Quips and Quotes: Our Metric Epidemic

Author: Jason Kelly '95

Editor's Note: As students, many of us fail to take advantage of one of the biggest perks of being at a university: all those lectures. You may not be able to pop by DeBart 101 every week to listen to experts opine about cell biology or geopolitics, but, in this new series, we're bringing the lecture hall to you. Our editors will scour the campus for one presentation per week to attend and share with our readers, reporting back with a quote and a few highlights from the latest event in the life of the mind. 

 

“Much of metric fixation is based on a radically simplistic and truncated and overly materialistic conception of motivation: this notion that really we’re sort of all Pavlovian dogs and we can be successfully manipulated by rewards and punishments primarily of a monetary nature.” —Jerry Z. Muller

 

Numbers have the ring of truth, data the resonance of reality. Hard fact. Irrefutable. Unless. . . .

 

Jerry Z. Muller, a Catholic University historian, came to Notre Dame last week to question the credibility of statistical measurement as a primary tool of performance evaluation in a variety of fields. In his November 5 lecture, “Our Metric Epidemic: Diagnosis and Prognosis,” Muller made clear that he’s not opposed to standardized assessment in theory.

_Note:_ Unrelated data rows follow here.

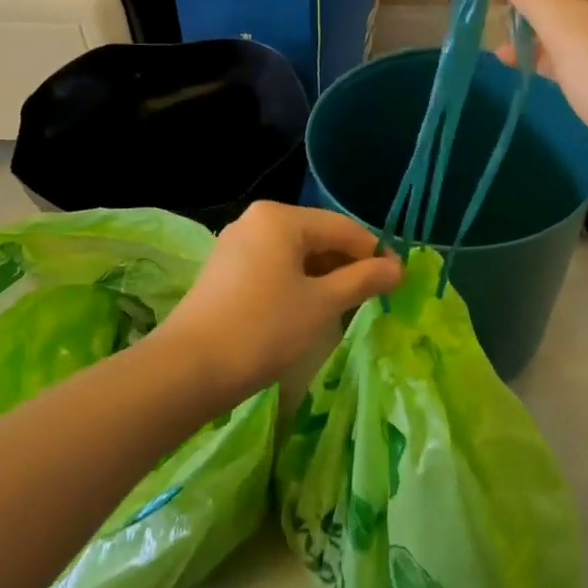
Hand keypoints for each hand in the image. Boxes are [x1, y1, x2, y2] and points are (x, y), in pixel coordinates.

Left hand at [155, 202, 401, 400]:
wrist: (189, 369)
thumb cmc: (263, 329)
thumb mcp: (321, 304)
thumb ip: (362, 280)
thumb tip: (398, 267)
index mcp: (280, 217)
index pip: (343, 228)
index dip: (375, 253)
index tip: (397, 282)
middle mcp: (257, 221)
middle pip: (318, 236)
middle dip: (348, 265)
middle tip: (374, 297)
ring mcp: (236, 245)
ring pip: (295, 253)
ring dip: (324, 276)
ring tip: (345, 307)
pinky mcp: (225, 270)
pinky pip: (274, 267)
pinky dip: (297, 283)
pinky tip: (309, 309)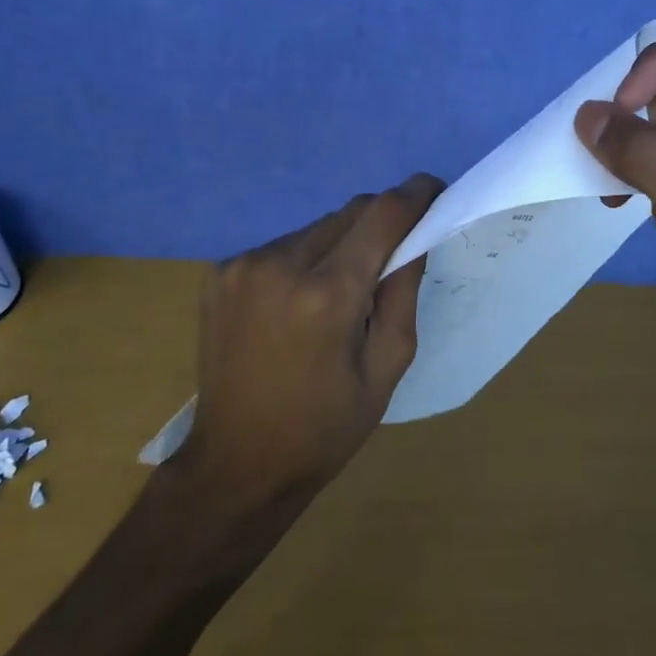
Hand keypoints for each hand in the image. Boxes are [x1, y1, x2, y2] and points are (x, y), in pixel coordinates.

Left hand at [178, 174, 443, 505]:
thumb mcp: (388, 366)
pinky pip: (283, 245)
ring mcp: (242, 264)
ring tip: (342, 289)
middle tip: (394, 254)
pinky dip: (305, 258)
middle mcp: (280, 264)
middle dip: (380, 223)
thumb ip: (404, 291)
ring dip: (341, 242)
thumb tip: (415, 236)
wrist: (236, 464)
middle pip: (349, 213)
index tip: (435, 191)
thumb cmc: (325, 426)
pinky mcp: (220, 272)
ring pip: (316, 226)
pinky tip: (301, 300)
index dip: (415, 195)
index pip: (383, 214)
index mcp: (327, 294)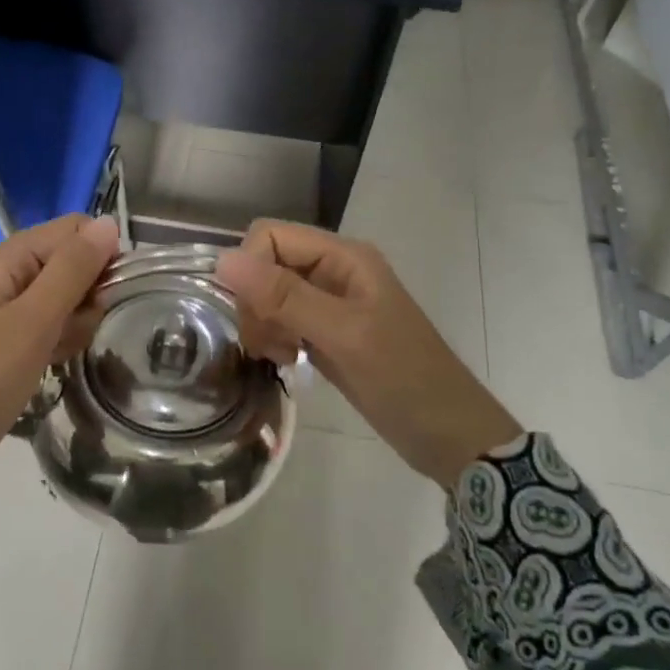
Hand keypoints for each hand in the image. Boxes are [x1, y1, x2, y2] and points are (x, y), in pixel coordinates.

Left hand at [0, 215, 118, 501]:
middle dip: (87, 295)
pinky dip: (55, 342)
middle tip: (77, 333)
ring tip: (60, 354)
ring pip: (59, 299)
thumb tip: (109, 222)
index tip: (107, 297)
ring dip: (74, 323)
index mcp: (4, 259)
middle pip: (66, 263)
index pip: (71, 230)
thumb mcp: (33, 322)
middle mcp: (0, 276)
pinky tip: (52, 365)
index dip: (100, 256)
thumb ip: (72, 270)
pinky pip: (42, 327)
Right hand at [216, 221, 521, 489]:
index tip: (256, 317)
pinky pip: (283, 321)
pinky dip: (276, 340)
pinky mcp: (327, 332)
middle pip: (266, 265)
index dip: (250, 271)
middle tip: (272, 345)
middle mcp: (333, 270)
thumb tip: (222, 260)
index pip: (269, 236)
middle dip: (257, 303)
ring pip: (269, 296)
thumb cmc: (403, 378)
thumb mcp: (343, 335)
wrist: (447, 434)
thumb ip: (284, 297)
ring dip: (264, 325)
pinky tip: (291, 362)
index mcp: (343, 256)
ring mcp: (330, 303)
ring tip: (284, 358)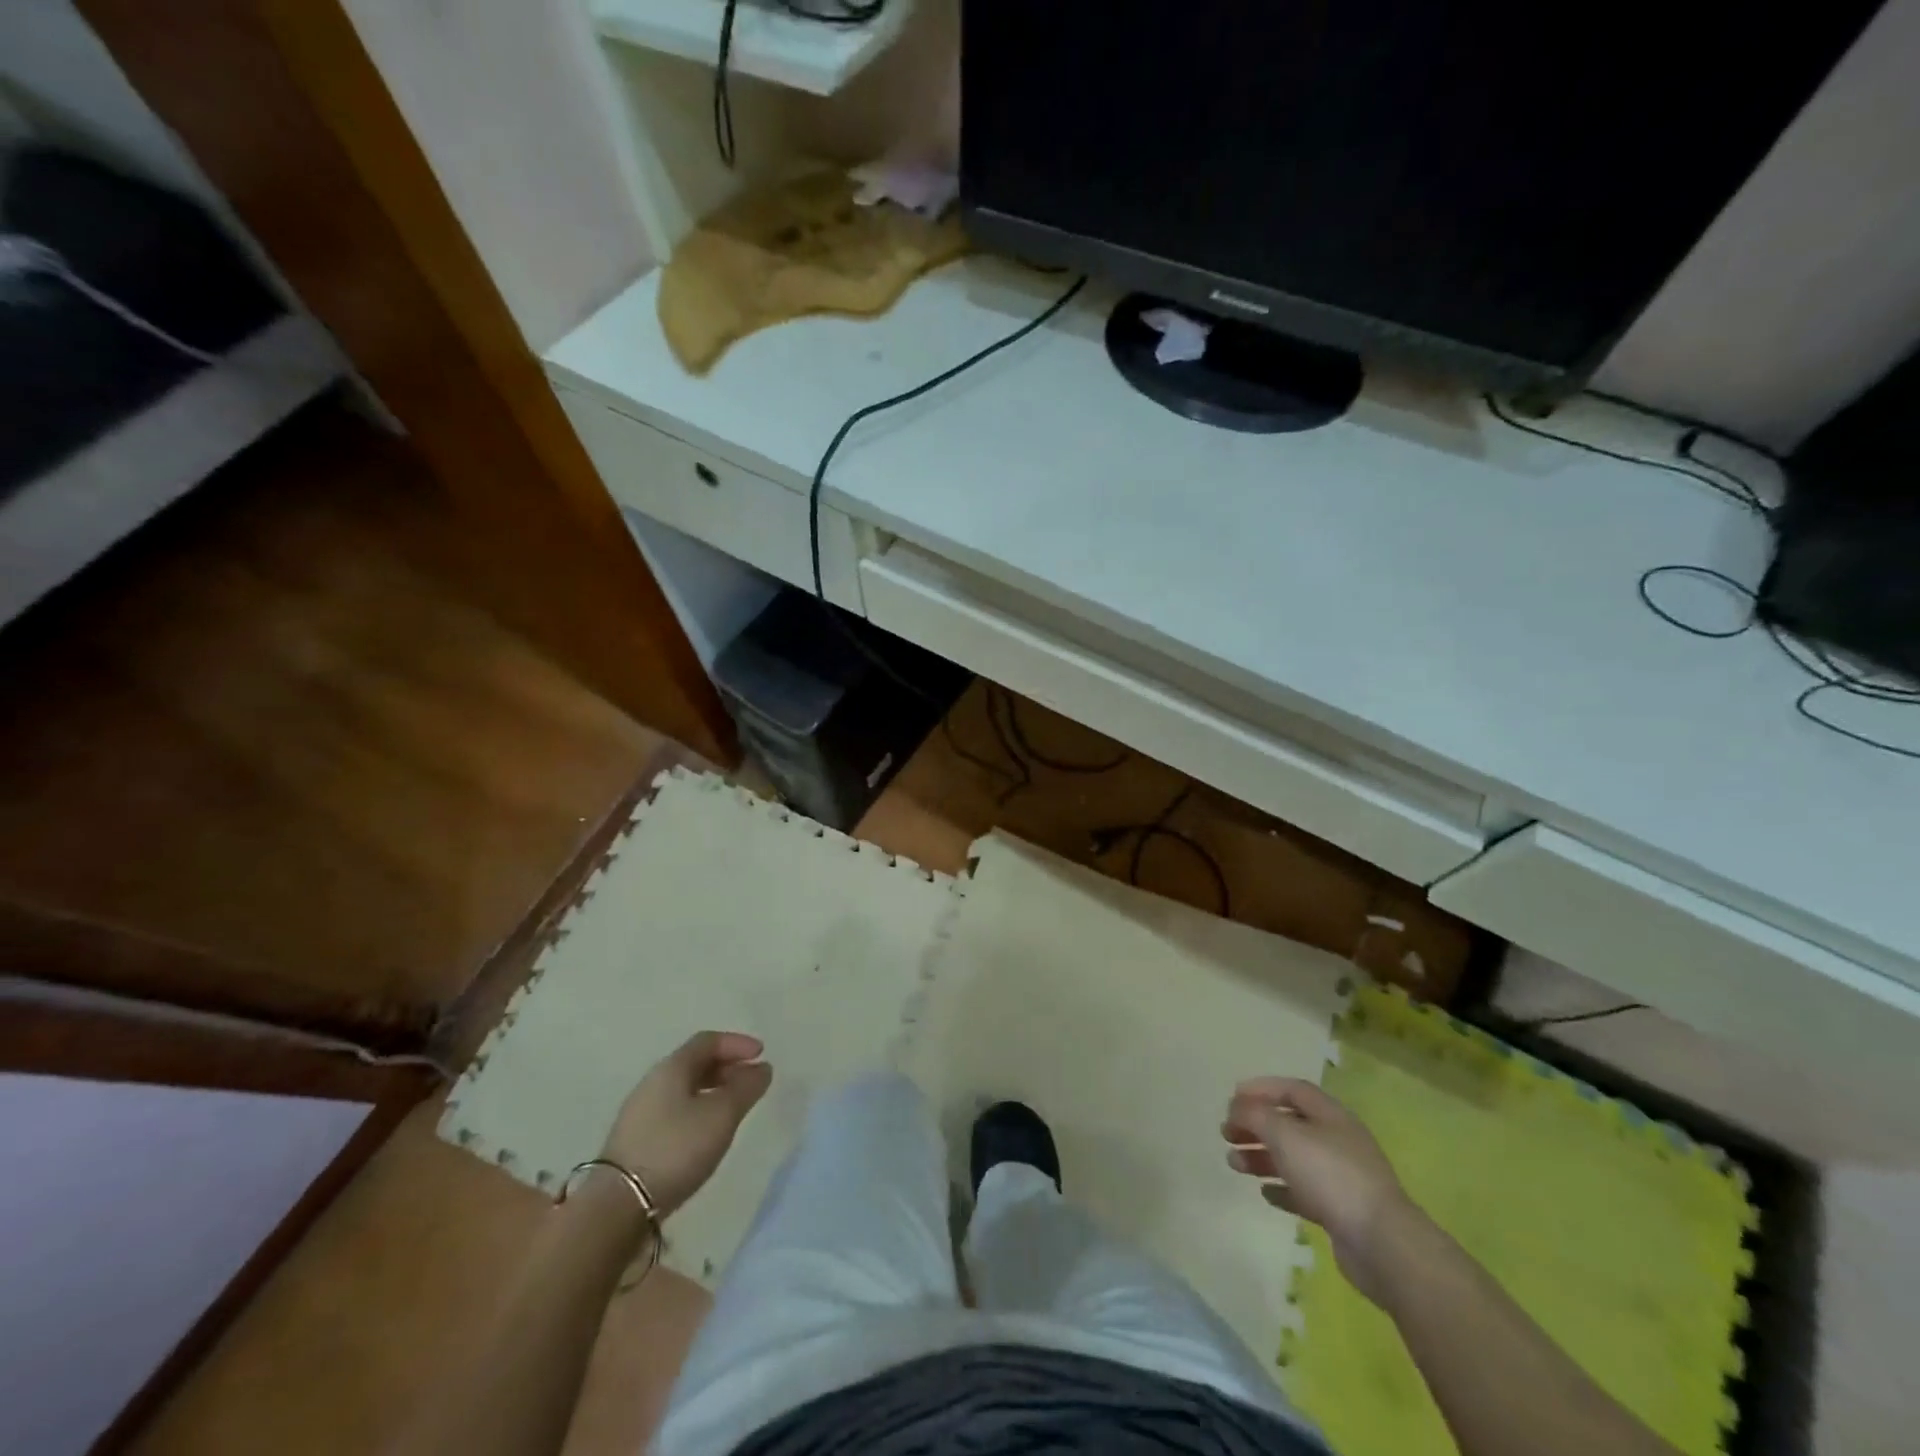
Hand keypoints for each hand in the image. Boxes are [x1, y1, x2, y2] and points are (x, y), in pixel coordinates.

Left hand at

As far as how such evaluations are used in practice, his view can be summed up in the title of his book: The Tyranny of Metrics.

 

Instead of promoting efficiency and accountability, Muller argues, distilling job performance to a quantifiable bottom line redirects resources toward what’s being measured to the detriment of other important priorities, diminishes a sense of professional autonomy and purpose, reduces opportunities for creativity and risk that lead to innovation, and encourages gaming the system.

 

If a teacher’s salary or reputation — or a school’s funding — depends on test scores, lessons tend to be planned accordingly. If a surgical report card purports to rank the best doctors, it incentivizes them to avoid the hardest cases, improving their success rate while leaving the sickest among their potential patients without the benefit of their skills. As Muller put it, “They die, but they don’t show up in the surgeon’s metrics.”

 

Similar examples abound in business and the military, government and law enforcement, higher education and philanthropy. The overuse and abuse of numbers numbs people to their more meaningful, if immeasurable, mission. Industry-specific experience and judgment become devalued at the altar of metrics that, far from representing objective truth, fail to take the true measure of individuals or institutions.

 


Jason Kelly is an associate editor of this magazine.